Riesz transforms for symmetric diffusion operators on complete Riemannian manifolds

Abstract

Let (M, g) be a complete Riemannian manifold, L=\Delta -\nabla \phi \cdot \nabla be a Markovian symmetric diffusion operator with an invariant measure d\mu(x)=e^{-\phi(x)}d\nu(x) , where \phi\in C^2(M) , \nu is the Riemannian volume measure on (M, g) . A fundamental question in harmonic analysis and potential theory asks whether or not the Riesz transform R_a(L)=\nabla(a-L)^{-1/2} is bounded in L^p(\mu) for all 1<p<\infty and for certain a\geq 0 . An affirmative answer to this problem has many important applications in elliptic or parabolic PDEs, potential theory, probability theory, the L^p -Hodge decomposition theory and in the study of Navier-Stokes equations and boundary value problems.
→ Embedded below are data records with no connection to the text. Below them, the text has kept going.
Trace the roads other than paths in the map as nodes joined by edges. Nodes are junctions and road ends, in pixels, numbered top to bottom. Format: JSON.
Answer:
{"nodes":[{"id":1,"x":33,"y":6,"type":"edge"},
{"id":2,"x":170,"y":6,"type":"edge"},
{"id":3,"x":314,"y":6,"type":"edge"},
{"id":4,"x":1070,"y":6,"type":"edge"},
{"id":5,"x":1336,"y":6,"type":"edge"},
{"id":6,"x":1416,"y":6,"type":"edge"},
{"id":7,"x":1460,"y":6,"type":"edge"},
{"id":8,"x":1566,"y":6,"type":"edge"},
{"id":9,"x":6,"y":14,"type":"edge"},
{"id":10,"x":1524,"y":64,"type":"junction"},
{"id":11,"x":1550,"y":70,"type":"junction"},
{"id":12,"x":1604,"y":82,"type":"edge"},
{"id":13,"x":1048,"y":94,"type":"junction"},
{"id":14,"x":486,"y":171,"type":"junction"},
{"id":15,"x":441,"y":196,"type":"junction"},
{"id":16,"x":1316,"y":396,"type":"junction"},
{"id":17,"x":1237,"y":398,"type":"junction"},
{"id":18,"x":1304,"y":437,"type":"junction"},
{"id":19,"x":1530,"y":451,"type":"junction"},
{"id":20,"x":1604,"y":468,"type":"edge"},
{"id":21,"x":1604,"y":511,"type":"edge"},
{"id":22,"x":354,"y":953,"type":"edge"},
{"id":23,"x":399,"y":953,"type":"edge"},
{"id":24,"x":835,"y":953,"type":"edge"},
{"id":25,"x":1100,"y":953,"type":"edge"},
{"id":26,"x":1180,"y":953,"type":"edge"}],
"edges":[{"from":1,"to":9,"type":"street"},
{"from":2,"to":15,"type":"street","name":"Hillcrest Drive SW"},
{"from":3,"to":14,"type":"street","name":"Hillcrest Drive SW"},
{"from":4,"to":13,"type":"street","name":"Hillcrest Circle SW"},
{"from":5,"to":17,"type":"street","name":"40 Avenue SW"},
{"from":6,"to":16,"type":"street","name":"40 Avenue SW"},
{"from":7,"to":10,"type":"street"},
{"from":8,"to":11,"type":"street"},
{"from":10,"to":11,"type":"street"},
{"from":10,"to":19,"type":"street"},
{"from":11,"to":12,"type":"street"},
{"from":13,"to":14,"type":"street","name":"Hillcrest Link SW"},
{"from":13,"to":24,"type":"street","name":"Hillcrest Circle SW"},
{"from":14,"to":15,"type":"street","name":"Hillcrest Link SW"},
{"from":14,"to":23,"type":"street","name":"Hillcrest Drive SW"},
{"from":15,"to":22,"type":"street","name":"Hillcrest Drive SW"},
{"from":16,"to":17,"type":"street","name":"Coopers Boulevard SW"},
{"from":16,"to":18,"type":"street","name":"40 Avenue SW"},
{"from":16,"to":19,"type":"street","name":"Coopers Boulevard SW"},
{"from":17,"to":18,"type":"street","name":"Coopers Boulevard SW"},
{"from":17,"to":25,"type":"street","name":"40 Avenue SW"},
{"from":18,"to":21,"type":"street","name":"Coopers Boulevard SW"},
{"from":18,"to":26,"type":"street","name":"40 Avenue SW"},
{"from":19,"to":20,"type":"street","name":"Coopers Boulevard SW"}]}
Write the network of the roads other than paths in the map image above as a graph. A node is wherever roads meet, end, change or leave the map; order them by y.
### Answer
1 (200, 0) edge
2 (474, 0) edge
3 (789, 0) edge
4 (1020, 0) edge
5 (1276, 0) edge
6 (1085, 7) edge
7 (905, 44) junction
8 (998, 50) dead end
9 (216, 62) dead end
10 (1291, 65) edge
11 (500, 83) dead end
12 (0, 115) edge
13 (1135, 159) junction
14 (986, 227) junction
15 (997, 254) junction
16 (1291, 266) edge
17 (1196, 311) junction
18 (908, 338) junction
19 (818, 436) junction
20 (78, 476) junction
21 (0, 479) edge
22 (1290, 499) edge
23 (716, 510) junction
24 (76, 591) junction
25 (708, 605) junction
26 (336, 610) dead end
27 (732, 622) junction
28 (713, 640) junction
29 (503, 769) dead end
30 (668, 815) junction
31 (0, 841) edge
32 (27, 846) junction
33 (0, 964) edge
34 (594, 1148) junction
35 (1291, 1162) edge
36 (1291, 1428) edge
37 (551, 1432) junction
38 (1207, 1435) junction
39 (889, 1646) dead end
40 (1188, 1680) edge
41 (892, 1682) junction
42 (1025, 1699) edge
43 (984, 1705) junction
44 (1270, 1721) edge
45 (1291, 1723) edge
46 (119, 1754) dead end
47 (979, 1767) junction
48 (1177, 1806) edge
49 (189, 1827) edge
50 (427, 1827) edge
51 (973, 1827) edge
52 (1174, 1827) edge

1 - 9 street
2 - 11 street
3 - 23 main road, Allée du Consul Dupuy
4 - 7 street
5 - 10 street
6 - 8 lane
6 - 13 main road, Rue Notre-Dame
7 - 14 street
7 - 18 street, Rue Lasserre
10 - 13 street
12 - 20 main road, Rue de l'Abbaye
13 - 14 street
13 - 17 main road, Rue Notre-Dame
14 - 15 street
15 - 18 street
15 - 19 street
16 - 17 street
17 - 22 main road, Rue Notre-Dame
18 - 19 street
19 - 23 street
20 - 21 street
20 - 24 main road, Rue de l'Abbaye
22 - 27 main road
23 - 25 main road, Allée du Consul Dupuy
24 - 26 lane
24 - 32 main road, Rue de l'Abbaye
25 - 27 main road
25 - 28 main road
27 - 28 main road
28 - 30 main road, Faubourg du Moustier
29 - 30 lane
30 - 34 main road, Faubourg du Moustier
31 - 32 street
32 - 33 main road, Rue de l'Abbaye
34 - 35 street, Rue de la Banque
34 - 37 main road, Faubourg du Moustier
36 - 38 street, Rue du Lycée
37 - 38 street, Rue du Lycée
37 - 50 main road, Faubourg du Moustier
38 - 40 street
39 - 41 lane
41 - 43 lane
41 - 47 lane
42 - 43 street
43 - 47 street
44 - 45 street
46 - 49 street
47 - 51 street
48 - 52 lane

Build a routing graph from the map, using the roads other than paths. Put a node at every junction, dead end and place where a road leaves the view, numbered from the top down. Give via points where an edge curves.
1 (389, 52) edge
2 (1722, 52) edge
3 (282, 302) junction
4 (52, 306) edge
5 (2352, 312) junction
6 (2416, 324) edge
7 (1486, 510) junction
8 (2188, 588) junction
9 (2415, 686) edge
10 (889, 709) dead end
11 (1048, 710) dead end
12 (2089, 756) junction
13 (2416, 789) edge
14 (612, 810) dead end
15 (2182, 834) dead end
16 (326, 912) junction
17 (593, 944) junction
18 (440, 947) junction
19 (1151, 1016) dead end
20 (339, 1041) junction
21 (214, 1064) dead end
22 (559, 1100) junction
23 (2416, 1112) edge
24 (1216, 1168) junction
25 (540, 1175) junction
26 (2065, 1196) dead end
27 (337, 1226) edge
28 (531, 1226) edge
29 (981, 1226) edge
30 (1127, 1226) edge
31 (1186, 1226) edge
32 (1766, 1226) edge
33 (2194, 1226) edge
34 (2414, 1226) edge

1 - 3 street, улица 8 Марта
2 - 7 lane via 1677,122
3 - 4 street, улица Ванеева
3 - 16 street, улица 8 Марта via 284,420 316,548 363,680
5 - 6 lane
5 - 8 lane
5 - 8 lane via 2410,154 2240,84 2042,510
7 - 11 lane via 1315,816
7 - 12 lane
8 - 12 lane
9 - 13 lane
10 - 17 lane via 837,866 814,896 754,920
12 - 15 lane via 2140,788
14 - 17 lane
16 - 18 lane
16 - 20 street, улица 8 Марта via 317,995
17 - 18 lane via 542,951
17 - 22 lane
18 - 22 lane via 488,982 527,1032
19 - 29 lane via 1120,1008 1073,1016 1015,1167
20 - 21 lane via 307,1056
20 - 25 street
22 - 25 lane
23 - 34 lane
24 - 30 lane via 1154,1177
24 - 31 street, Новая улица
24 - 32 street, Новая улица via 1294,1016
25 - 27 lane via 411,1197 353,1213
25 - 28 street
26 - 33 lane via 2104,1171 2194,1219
Using some new interplays between harmonic analysis, differential geometry and probability theory, we prove that the Riesz transform R_a(L)=\nabla(a-L)^{-1/2} is bounded in L^p(\mu) for all a>0 and p\geq 2 provided that L generates a ultracontractive Markovian semigroup P_t=e^{tL} in the sense that P_t 1=1 for all t\geq 0 , \|P_t\|_{1, \infty} < Ct^{-n/2} for all t\in (0, 1] for some constants C>0 and n > 1 , and satisfies (K+c)^{-}\in L^{{n\over 2}+\epsilon}(M, \mu) for some constants c\geq 0 and \epsilon>0 , where K(x) denotes the lowest eigenvalue of the Bakry-Emery Ricci curvature Ric(L)=Ric+\nabla^2\phi on T_x M , i.e., K(x)=\inf\limits\{Ric(L)(v, v): v\in T_x M, \|v\|=1\}, \quad\forall\ x\in M. Examples of diffusion operators on complete non-compact Riemannian manifolds with unbounded negative Ricci curvature or Bakry-Emery Ricci curvature are given for which the Riesz transform R_a(L) is bounded in L^p(\mu) for all p\geq 2 and for all a>0 (or even for all a\geq 0 ).